When driving at about 60-65 mph, My 1.8 liter engine has a random miss. It jerks and stammers like it is an electrical problem. The miss is only one to three seconds in duration then it quits. Come one minute to twenty minutes and it misses again–like pop pop pop then clears up. I’ve installed a new distributor, new wires and ‘ohmed’ out the coil and ballast resistor–they check out OK. Now the real problem is when I turn on the headlights, the miss goes away completely. I have even isolated the electrical circuit by running a new switched wire from the battery to the coil. The only thing left of the orginal wiring in this case is the resistor by-pass wire but I had it disconnected too–for a while–still misses. So I’ve reconnected it. I checked the voltage at the coil and it was 15.2VDC, a little high. I put in a new voltage regulator. Still misses–except when I turn on the lights. By the impact of the miss, it just doesn’t feel like it is a fuel problem. Plugs and wires are new. Coil is not new but checks out according to the Chevrolet LUV repair manual. Anyone have any ideas?? Thanks for your answers. Don
high speed misses are almost always ignition/electrical in nature.check your plugs.air filter,pvc,vacuum lines good as well?
I would run a good ground wire from battery to engine and motor.
Easy and cheap, alot of older cars have weak connections
sounds like carb issues to me,dirt,cruise circuit,accel circuit,ect.
I’m kind of inclined to agree that it’s a carburetor problem and the headlight thing could just be coincidence since you’ve run a hot wire directly to the coil.
Another possibility could be an ignition condenser getting the hiccups but I assume a new distributor was loaded with a new set of points and new condenser.

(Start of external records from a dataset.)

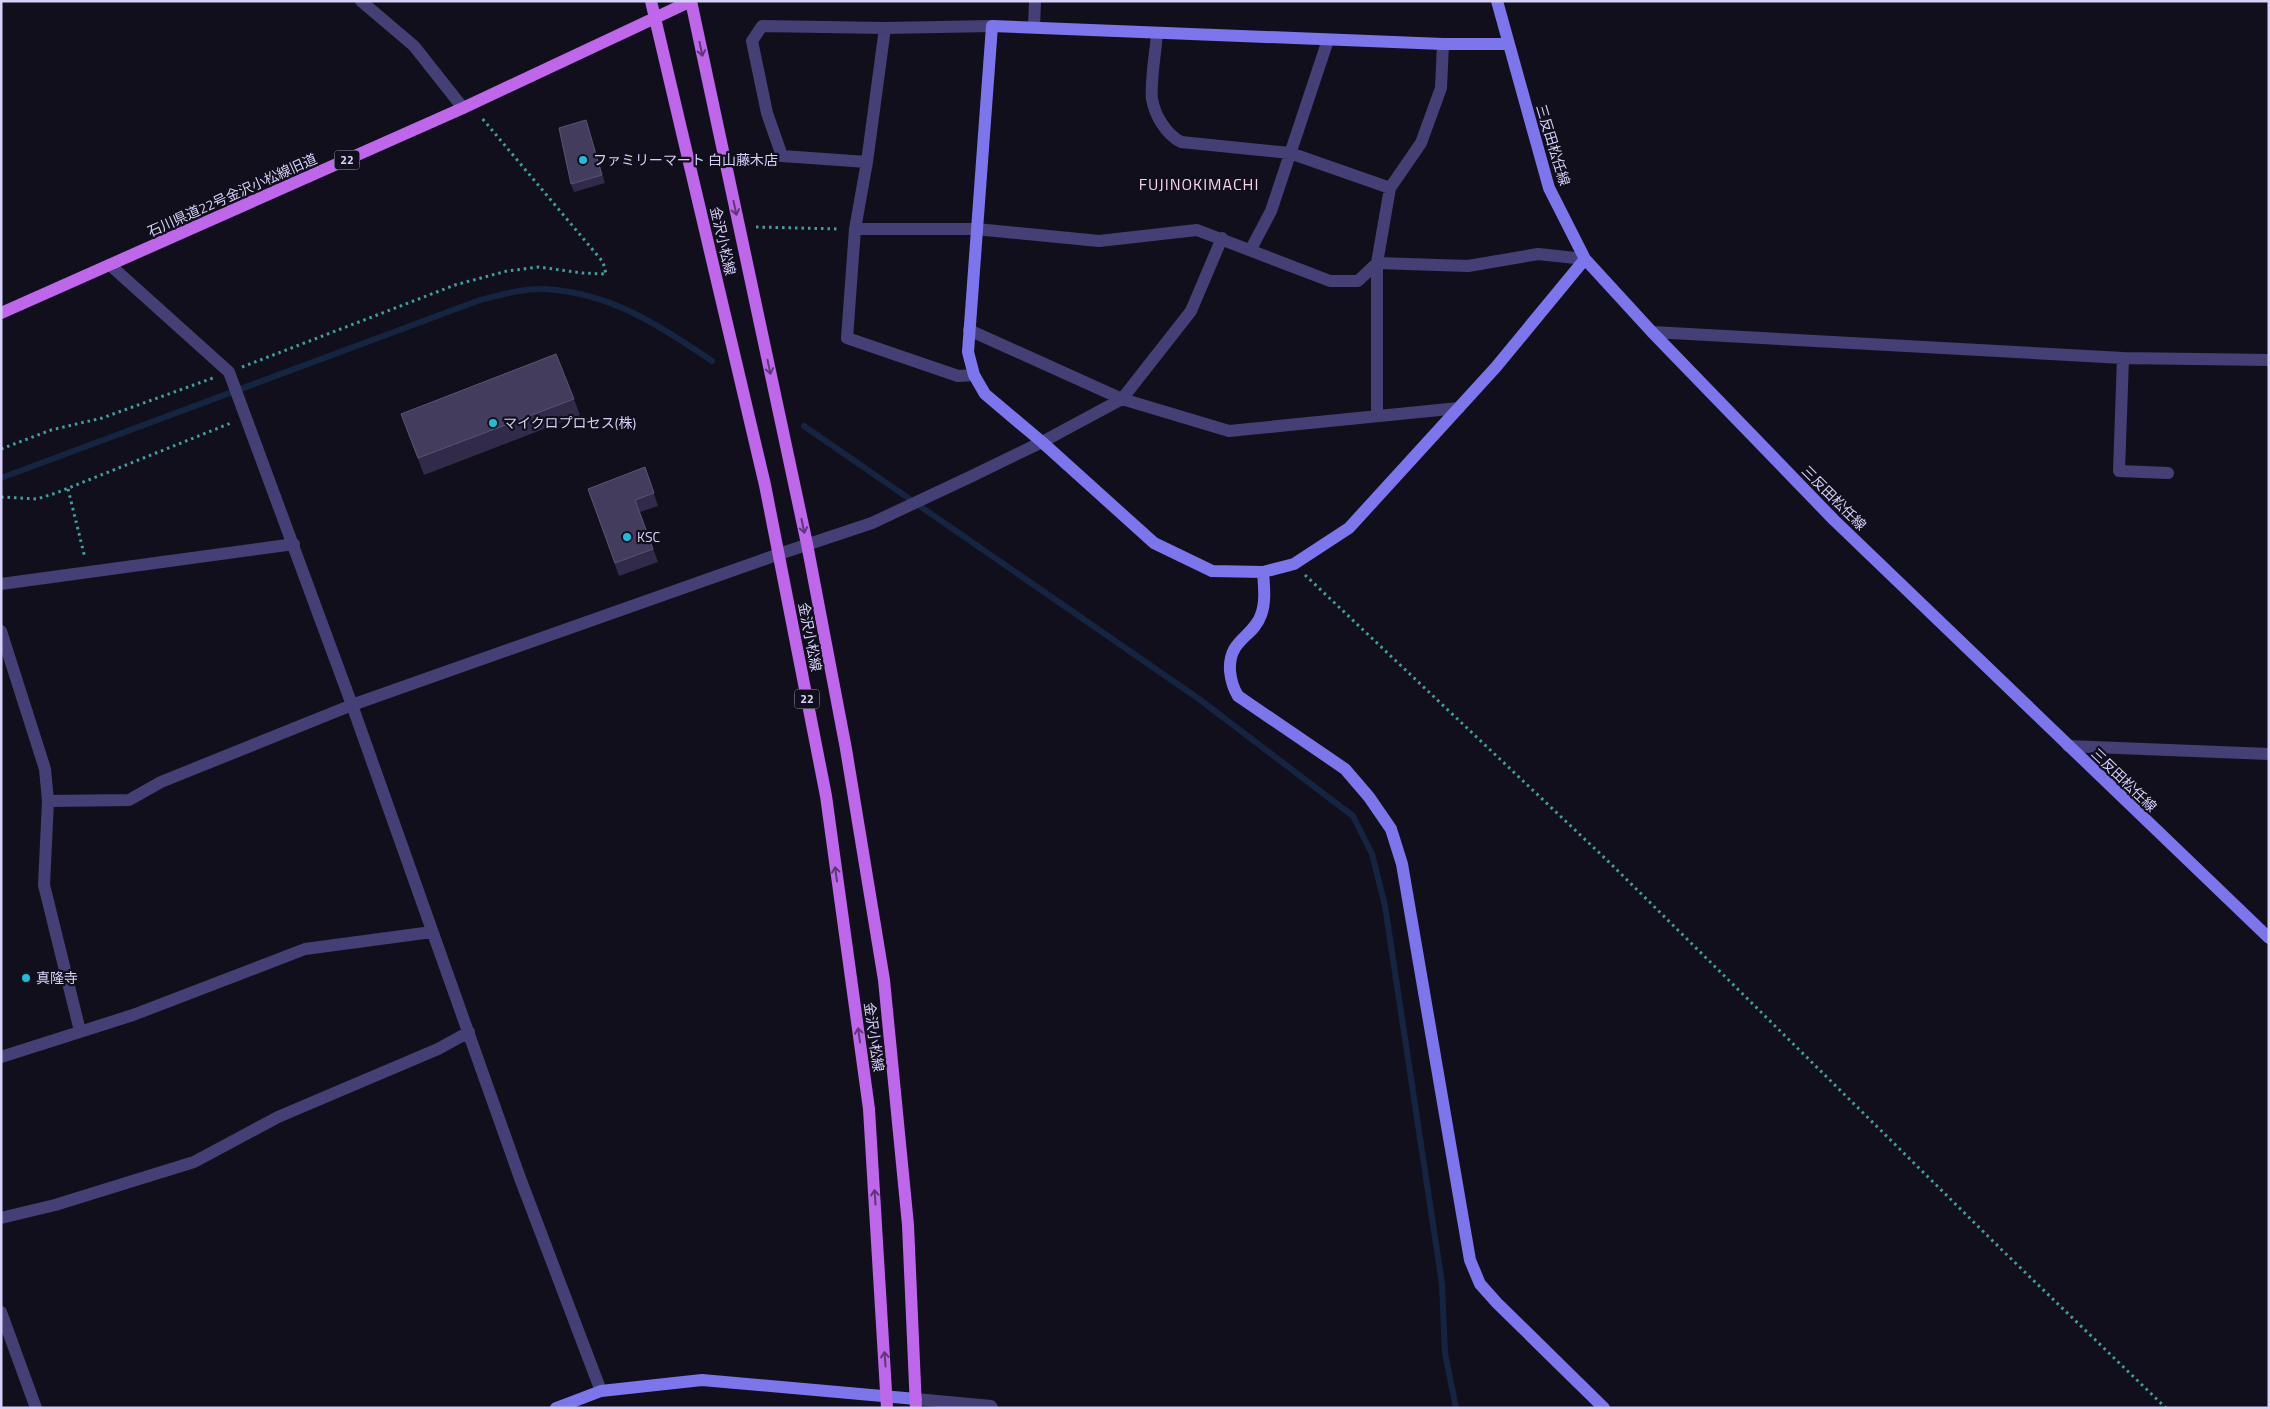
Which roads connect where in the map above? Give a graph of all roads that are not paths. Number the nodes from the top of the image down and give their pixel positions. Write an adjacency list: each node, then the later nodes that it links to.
1 (360, 1): 14 (street)
2 (651, 1): 6 (main road, 金沢小松線 / 22)
3 (691, 1): 6 (main road, 石川県道22号金沢小松線旧道 / 22); 37 (main road, 金沢小松線 / 22, one-way to 37)
4 (1035, 1): 8 (street)
5 (1497, 1): 13 (street, 三反田松任線)
6 (655, 18): 14 (main road, 石川県道22号金沢小松線旧道 / 22); 38 (main road, 金沢小松線 / 22)
7 (992, 26): 8 (street); 9 (street); 19 (street)
8 (1034, 27): 10 (street)
9 (885, 28): 16 (street); 16 (street)
10 (1157, 33): 11 (street); 15 (street)
11 (1328, 40): 12 (street); 15 (street)
12 (1442, 44): 13 (street); 17 (street)
13 (1509, 44): 22 (street, 三反田松任線)
14 (467, 107): 24 (main road, 石川県道22号金沢小松線旧道 / 22)
15 (1290, 154): 17 (street); 21 (street)
16 (866, 162): 18 (street)
17 (1390, 188): 23 (street)
18 (855, 229): 19 (street); 30 (street)
19 (976, 229): 20 (street); 26 (street)
20 (1222, 238): 21 (street); 31 (street)
21 (1251, 249): 23 (street)
22 (1585, 259): 23 (street); 27 (street, 三反田松任線); 32 (street)
23 (1377, 263): 33 (street)
24 (110, 265): 25 (main road, 石川県道22号金沢小松線旧道 / 22); 36 (street)
25 (1, 312)
26 (969, 330): 30 (street); 31 (street)
27 (1652, 332): 28 (street); 43 (street, 三反田松任線)
28 (2123, 358): 29 (street); 35 (street)
29 (2269, 360)
30 (974, 376): 34 (street)
31 (1122, 399): 33 (street); 34 (street)
32 (1459, 408): 33 (street); 39 (street)
33 (1377, 416)
34 (1042, 442): 37 (street); 39 (street)
35 (2168, 473)
36 (294, 544): 40 (street); 42 (street)
37 (807, 544): 38 (street); 55 (main road, 金沢小松線 / 22)
38 (779, 554): 42 (street); 54 (main road, 金沢小松線 / 22, one-way to 38)
39 (1263, 572): 59 (street)
40 (1, 584)
41 (1, 631): 45 (street)
42 (352, 705): 45 (street); 46 (street)
43 (2068, 746): 44 (street); 47 (street, 三反田松任線)
44 (2269, 754)
45 (48, 801): 48 (street)
46 (432, 932): 48 (street); 49 (street)
47 (2269, 938)
48 (80, 1031): 50 (street)
49 (469, 1032): 51 (street); 53 (street)
50 (1, 1057)
51 (1, 1218)
52 (1, 1312): 56 (street)
53 (601, 1392): 54 (street); 57 (street)
54 (887, 1402): 55 (street)
55 (916, 1404): 58 (street)
56 (36, 1408)
57 (556, 1408)
58 (992, 1408)
59 (1604, 1408)

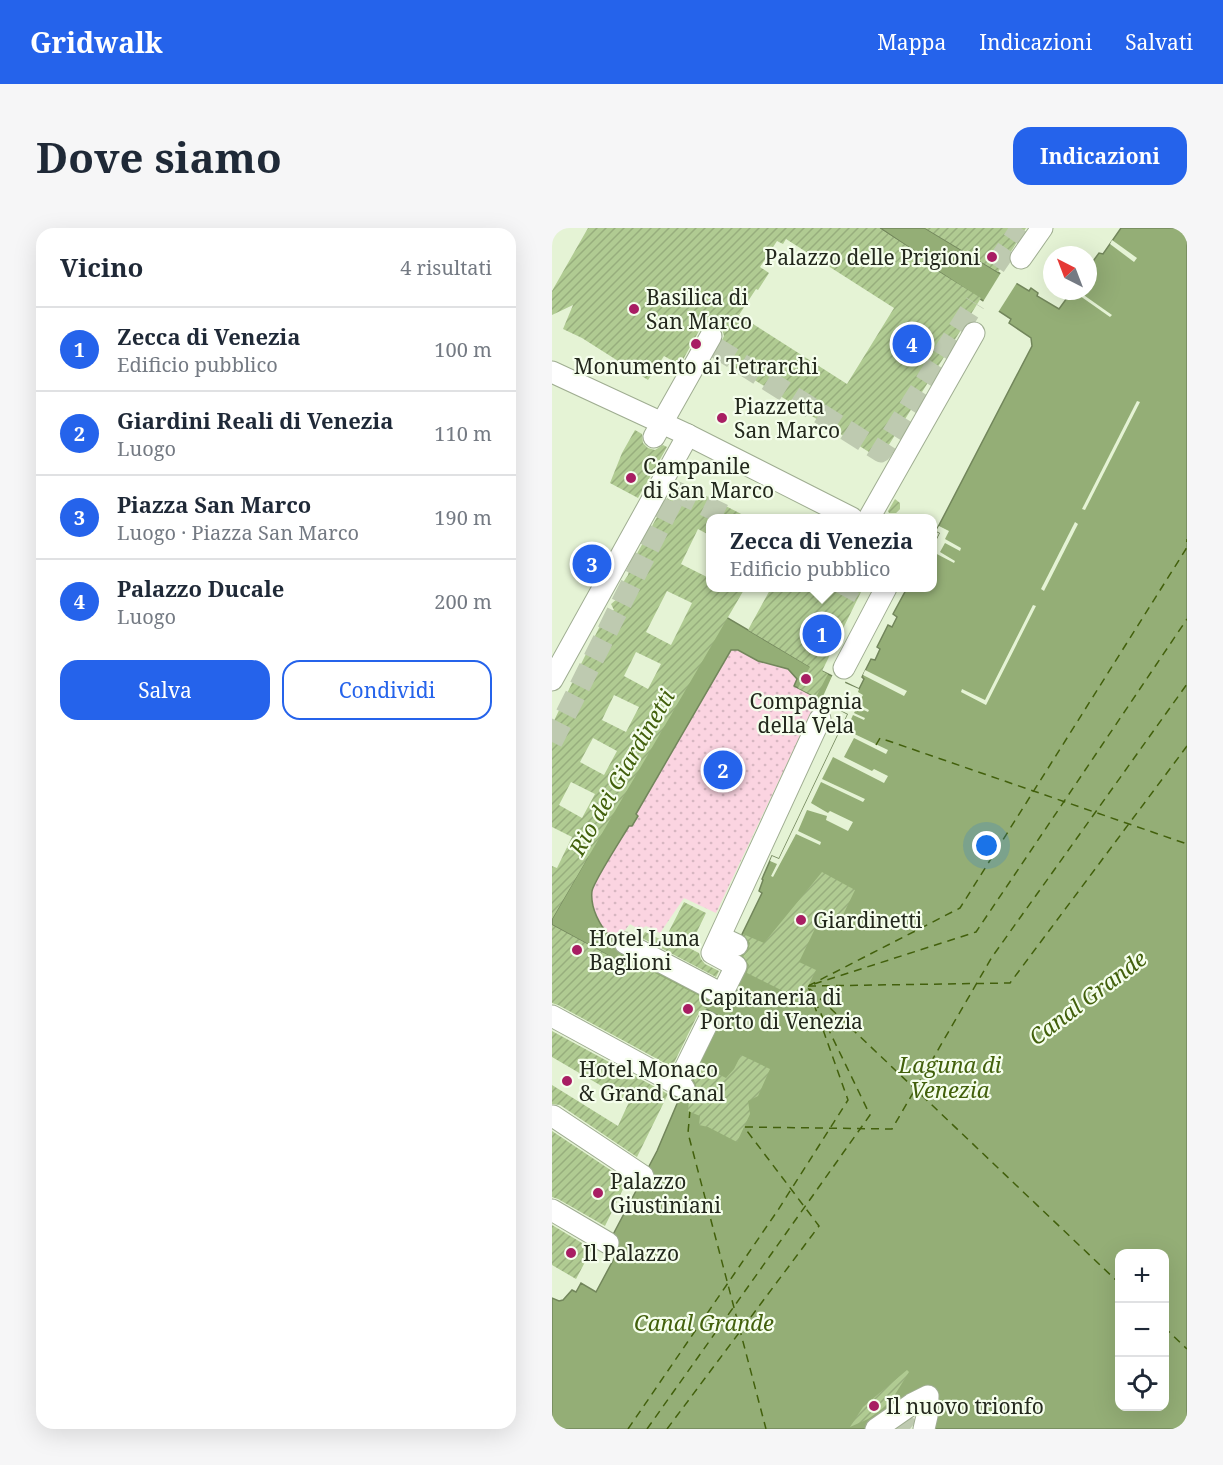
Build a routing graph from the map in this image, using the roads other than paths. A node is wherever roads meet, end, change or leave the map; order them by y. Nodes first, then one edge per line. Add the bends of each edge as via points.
1 (969, 332) dead end
2 (711, 341) dead end
3 (552, 372) edge
4 (658, 430) junction
5 (688, 435) junction
6 (842, 514) edge
7 (872, 514) edge
8 (878, 592) edge
9 (844, 668) dead end
10 (552, 680) edge
11 (820, 719) dead end
12 (631, 946) dead end
13 (552, 1016) edge
14 (708, 1022) dead end
15 (553, 1116) edge
16 (643, 1176) dead end
17 (552, 1210) edge
18 (608, 1243) dead end
19 (913, 1417) edge
20 (876, 1429) edge

1 - 7 street via 937,382 897,471
2 - 4 street
3 - 4 street via 634,409
4 - 5 street
5 - 6 street
5 - 10 street via 597,615
8 - 9 street
11 - 12 street via 718,948 736,966 723,979 722,994
13 - 14 street via 685,1078
15 - 16 street
17 - 18 street
19 - 20 street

And I’ll also point out that a ohmmeter is not always the final answer when testing an ignition coil, or even a plug wire.
It may show fine at that particular moment when tested but when heating up a bit may start breaking down.
Does this thing still have points? If so I’d change those out along with the condenser and set the dwell, preferably with a dwell meter. I’d also check the voltage at the other side of the ballast resister to make sure it’s actually working right. The voltage should be about half of battery voltage. Ballast resisters are one of those stupid little electrical parts that the build quality seems to be really poor on from most parts sources these days. Condensers are another one-- I used to go through a couple of them before finding one that actually worked properly and didn’t toast the points too fast.